Scene from "The Lost King" (2022)

The Controversy in the Concrete

One of the reasons this film is worth a look right now is the fascinating real-world drama that followed its release. The film paints the University of Leicester officials—specifically Richard Taylor, played by Lee Ingleby—as the villains who tried to swoop in and take credit once the bones were actually found. In the real world, Taylor actually sued the filmmakers for libel, claiming his portrayal was "unfair and damaging."

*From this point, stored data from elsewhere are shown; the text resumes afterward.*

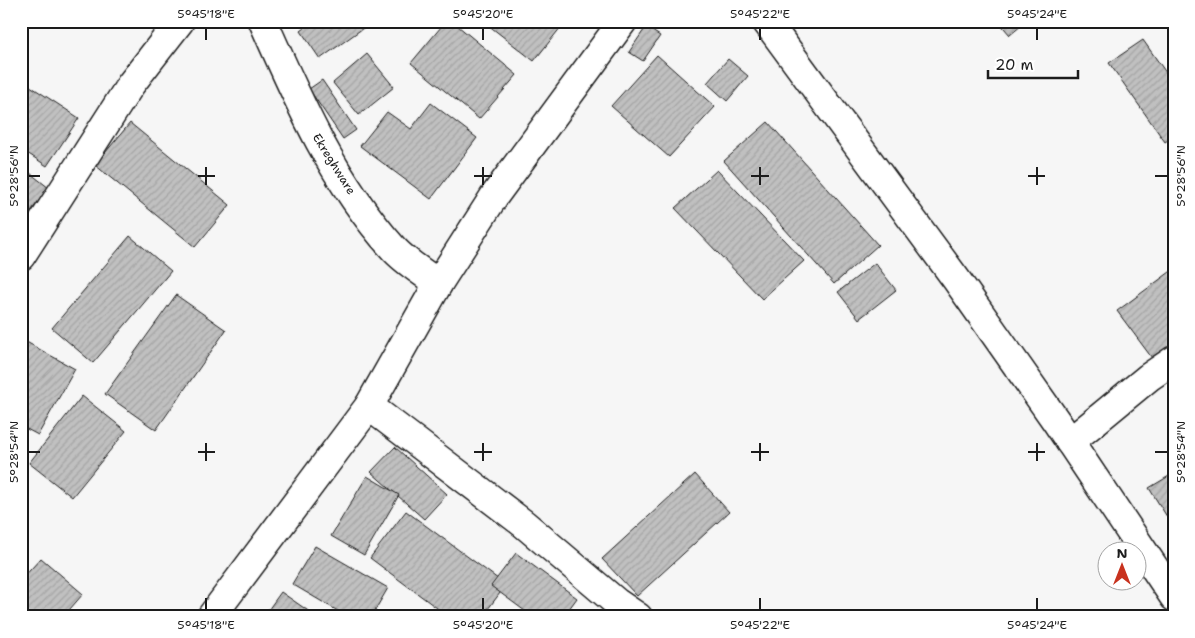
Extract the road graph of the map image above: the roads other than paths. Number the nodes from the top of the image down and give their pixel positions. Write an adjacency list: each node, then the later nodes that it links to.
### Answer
1 (180, 21): 5 (street)
2 (263, 21): 6 (street, Ekreghware)
3 (623, 21): 6 (street)
4 (766, 21): 9 (street)
5 (21, 256)
6 (438, 284): 8 (street)
7 (1174, 360): 9 (street)
8 (369, 406): 11 (street); 12 (street)
9 (1070, 442): 10 (street)
10 (1174, 597)
11 (212, 617)
12 (638, 617)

Scene from "The Lost King" (2022)

While the movie definitely takes creative liberties to heighten the drama (as all "true story" films do), it highlights a very contemporary anxiety: the tension between institutional authority and individual passion. Watching Mark Addy (our beloved Robert Baratheon from Game of Thrones) as the sympathetic archaeologist Richard Buckley provides a nice middle ground between those two worlds. He represents the "proper" way of doing things, but he’s the only one willing to give Philippa a seat at the table.

The film also benefits from a gorgeous, old-fashioned score by Alexandre Desplat, who worked on The Grand Budapest Hotel. It gives the search a sense of whimsy and mystery that keeps the pacing from feeling like a dry history lecture. Even if you aren't a history buff, the sheer "I told you so" energy of the final act is immensely satisfying.

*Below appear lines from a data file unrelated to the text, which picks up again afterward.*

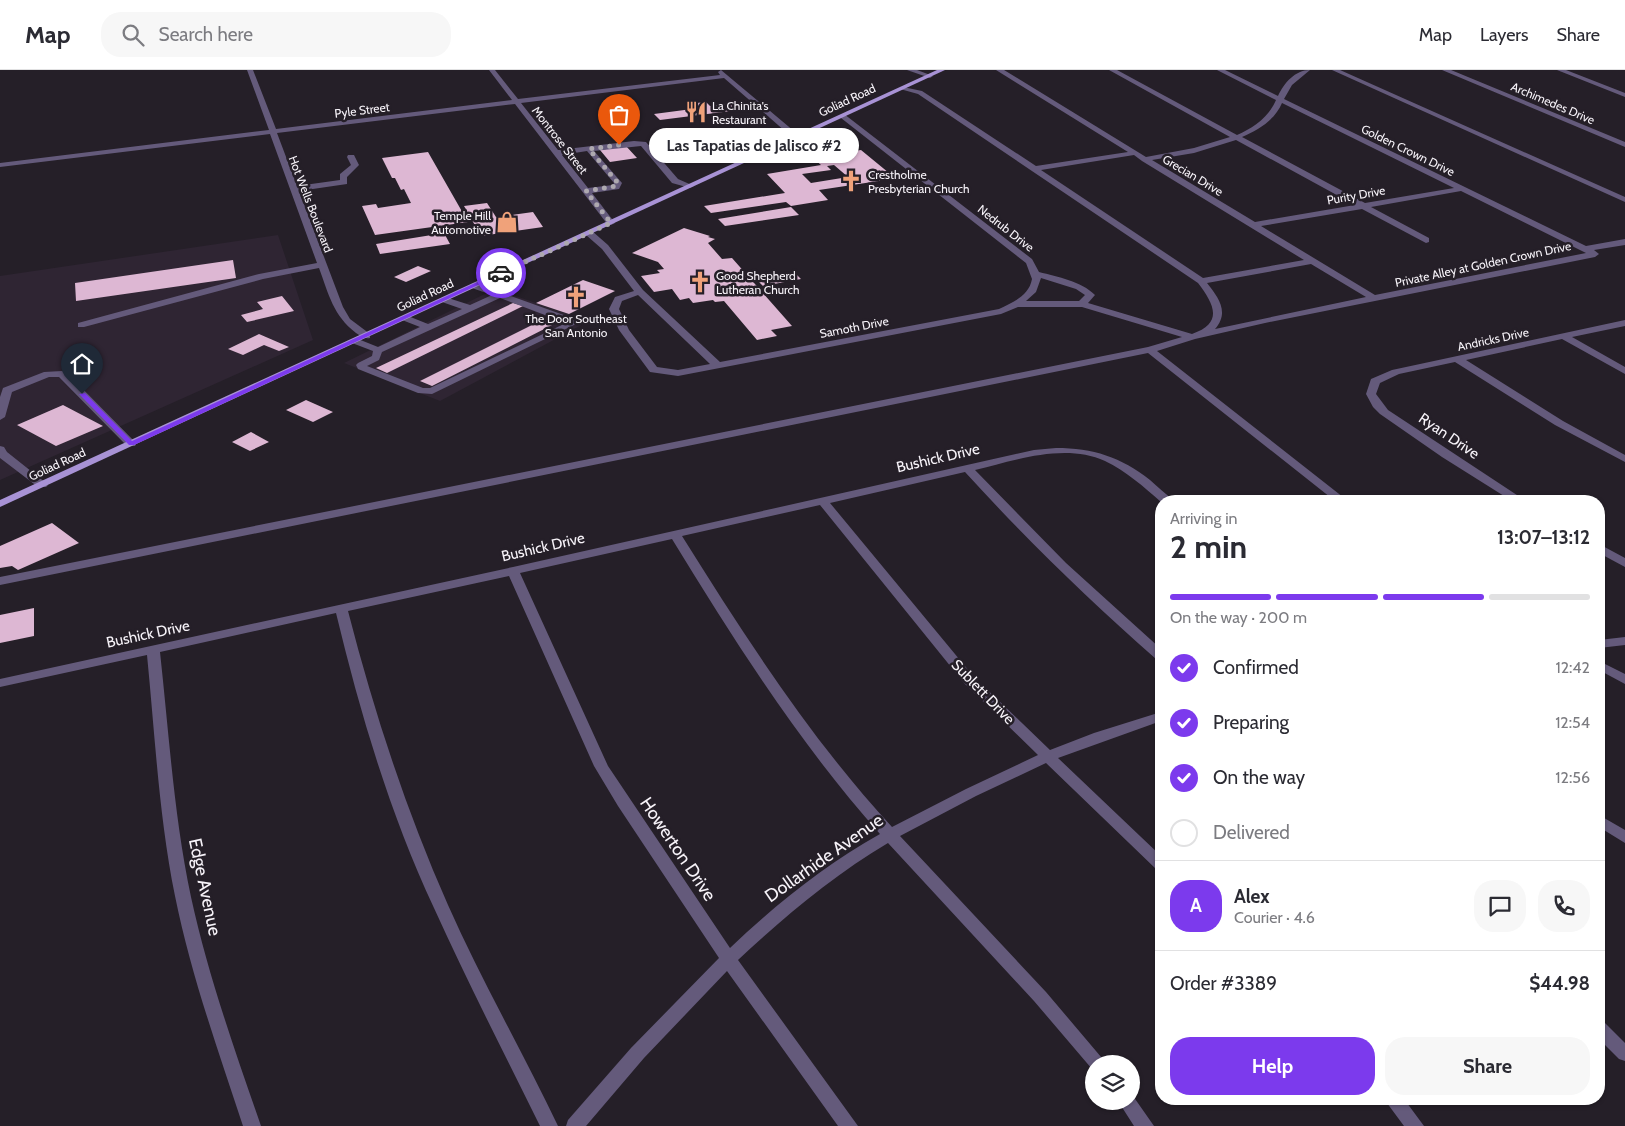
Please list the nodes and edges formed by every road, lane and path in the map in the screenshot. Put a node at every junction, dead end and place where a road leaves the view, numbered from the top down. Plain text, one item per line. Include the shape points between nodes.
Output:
1 (250, 70) edge
2 (492, 70) edge
3 (719, 70) edge
4 (910, 70) edge
5 (942, 70) edge
6 (999, 70) edge
7 (1112, 70) edge
8 (1220, 70) edge
9 (1307, 70) edge
10 (1335, 70) edge
11 (1445, 70) edge
12 (1560, 70) edge
13 (726, 76) junction
14 (930, 76) junction
15 (902, 88) junction
16 (1625, 95) edge
17 (1280, 100) junction
18 (516, 102) junction
19 (844, 116) junction
20 (272, 132) junction
21 (797, 137) junction
22 (1236, 137) junction
23 (1625, 145) edge
24 (589, 149) junction
25 (556, 153) junction
26 (1135, 153) junction
27 (351, 157) dead end
28 (1145, 159) junction
29 (0, 165) edge
30 (1034, 169) junction
31 (690, 186) junction
32 (1462, 189) junction
33 (294, 190) junction
34 (586, 191) junction
35 (1625, 200) edge
36 (1362, 206) junction
37 (611, 223) junction
38 (1254, 225) junction
39 (589, 233) junction
40 (1426, 240) dead end
41 (1625, 242) edge
42 (1586, 249) junction
43 (1595, 254) joint
44 (1312, 261) junction
45 (322, 265) junction
46 (1037, 274) junction
47 (1201, 281) junction
48 (475, 286) junction
49 (640, 292) junction
50 (500, 294) junction
51 (1029, 294) joint
52 (1376, 299) junction
53 (445, 300) junction
54 (1018, 304) junction
55 (1082, 304) junction
56 (470, 308) junction
57 (405, 318) junction
58 (1625, 323) edge
59 (81, 325) dead end
60 (428, 327) junction
61 (367, 336) junction
62 (1563, 336) junction
63 (1192, 337) junction
64 (356, 341) junction
65 (378, 350) junction
66 (1150, 350) junction
67 (1457, 359) junction
68 (718, 366) junction
69 (1625, 371) edge
70 (1371, 389) joint
71 (0, 417) edge
72 (132, 444) junction
73 (0, 449) edge
74 (1625, 459) edge
75 (968, 468) junction
76 (42, 485) junction
77 (1160, 495) edge
78 (1334, 495) edge
79 (1510, 495) edge
80 (823, 501) junction
81 (0, 504) edge
82 (675, 534) junction
83 (1605, 551) edge
84 (1625, 563) edge
85 (513, 571) junction
86 (0, 581) edge
87 (341, 608) junction
88 (1625, 640) edge
89 (1605, 643) edge
90 (153, 649) junction
91 (1155, 651) edge
92 (1605, 668) edge
93 (1625, 680) edge
94 (0, 684) edge
95 (1155, 718) edge
96 (1047, 757) junction
97 (1605, 824) edge
98 (890, 836) junction
99 (1625, 838) edge
100 (1155, 859) edge
101 (728, 960) junction
102 (1605, 1034) edge
103 (1625, 1054) edge
104 (1090, 1055) edge
105 (1398, 1105) edge
106 (1133, 1110) edge
107 (252, 1126) edge
108 (549, 1126) edge
109 (575, 1126) edge
110 (849, 1126) edge
111 (1145, 1126) edge
112 (1415, 1126) edge

1 - 20 street, Hot Wells Boulevard
2 - 18 street, Montrose Street
3 - 13 street
4 - 14 street
5 - 14 main road, Goliad Road
6 - 26 street, Grecian Drive
7 - 22 street
8 - 17 street, Golden Crown Drive
9 - 17 street via 1291,80
10 - 35 street
11 - 23 street, Archimedes Drive
12 - 16 street
13 - 18 street, Pyle Street
13 - 21 street
14 - 15 main road, Goliad Road
15 - 19 main road, Goliad Road
15 - 30 street via 920,92
17 - 22 street via 1271,116
17 - 32 street, Golden Crown Drive
18 - 20 street, Pyle Street
18 - 25 street, Montrose Street
19 - 21 main road, Goliad Road
19 - 46 street, Nedrub Drive via 1030,261
20 - 29 street, Pyle Street
20 - 33 street, Hot Wells Boulevard
21 - 31 main road, Goliad Road
22 - 28 street
22 - 36 street
24 - 25 street
24 - 31 street via 643,144 675,181
24 - 34 street via 618,183
25 - 34 street, Montrose Street
26 - 28 street, Grecian Drive
26 - 30 street
27 - 33 street via 355,165 343,176 344,182
28 - 38 street, Grecian Drive
30 - 47 street
31 - 37 main road, Goliad Road
32 - 36 street, Purity Drive
32 - 42 street, Golden Crown Drive
33 - 45 street, Hot Wells Boulevard
34 - 37 street, Montrose Street
36 - 38 street, Purity Drive
36 - 40 street
37 - 39 main road, Goliad Road
38 - 44 street, Grecian Drive
39 - 48 main road, Goliad Road
39 - 49 street via 605,247
41 - 42 street
42 - 43 street, Golden Crown Drive
43 - 52 street, Private Alley at Golden Crown Drive
44 - 47 street
44 - 52 street, Grecian Drive
45 - 59 street via 262,276
45 - 61 street, Hot Wells Boulevard via 342,314
46 - 51 street, Nedrub Drive via 1037,282
46 - 55 street via 1079,287 1090,295
47 - 63 street via 1217,300 1219,314 1210,329
48 - 50 street
48 - 53 main road, Goliad Road
49 - 68 street
49 - 68 street, Samoth Drive via 618,299 614,309 624,330 654,370 678,373
50 - 56 street
50 - 65 street via 569,320 571,324 432,391 422,391 362,367 376,358
51 - 54 street, Samoth Drive
52 - 63 street, Private Alley at Golden Crown Drive
53 - 56 street
53 - 57 main road, Goliad Road
54 - 55 street
54 - 68 street, Samoth Drive via 1001,311
55 - 63 street
56 - 60 street
57 - 60 street
57 - 61 main road, Goliad Road
58 - 62 street, Andricks Drive
60 - 65 street
61 - 64 main road, Goliad Road
62 - 67 street, Andricks Drive
62 - 69 street
63 - 66 street
64 - 65 street
64 - 72 main road, Goliad Road
66 - 78 street
66 - 86 street
67 - 70 street, Andricks Drive via 1382,376
67 - 74 street via 1559,423
70 - 79 street, Ryan Drive via 1384,412
71 - 72 street via 7,390 48,374 62,374
72 - 76 main road, Goliad Road
73 - 76 street
75 - 77 street, Bushick Drive via 1034,452 1094,453 1122,464
75 - 80 street, Bushick Drive
75 - 91 street via 1081,583
76 - 81 main road, Goliad Road
80 - 82 street, Bushick Drive
80 - 96 street, Sublett Drive via 970,680
82 - 85 street, Bushick Drive
82 - 98 street via 802,730
83 - 84 street
85 - 87 street, Bushick Drive
85 - 101 street, Howerton Drive via 601,766
87 - 90 street, Bushick Drive
87 - 108 street via 361,688 407,825 441,907
88 - 89 street
90 - 94 street, Bushick Drive
90 - 107 street, Edge Avenue via 178,865 191,927 219,1028
92 - 93 street
95 - 96 street, Dollarhide Avenue
96 - 98 street, Dollarhide Avenue
96 - 100 street, Sublett Drive
97 - 99 street
98 - 101 street, Dollarhide Avenue via 851,859 766,925
98 - 104 street via 1033,988
101 - 109 street, Dollarhide Avenue via 620,1071
101 - 110 street, Howerton Drive
102 - 103 street
105 - 112 street
106 - 111 street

Scene from "The Lost King" (2022)
7.5 /10

Must Watch

The Lost King is a charming, if slightly conventional, drama that succeeds because it leans into the human ego rather than just the historical facts. It’s a film about the dignity of being right when the whole world thinks you’re crazy. While it might not have set the box office on fire, it’s a perfect "Sunday afternoon" movie that reminds us that sometimes, the most important things in life are buried exactly where we think they are—we just have to be stubborn enough to dig. If you missed it during its quiet theatrical run, it’s well worth hunting down on streaming.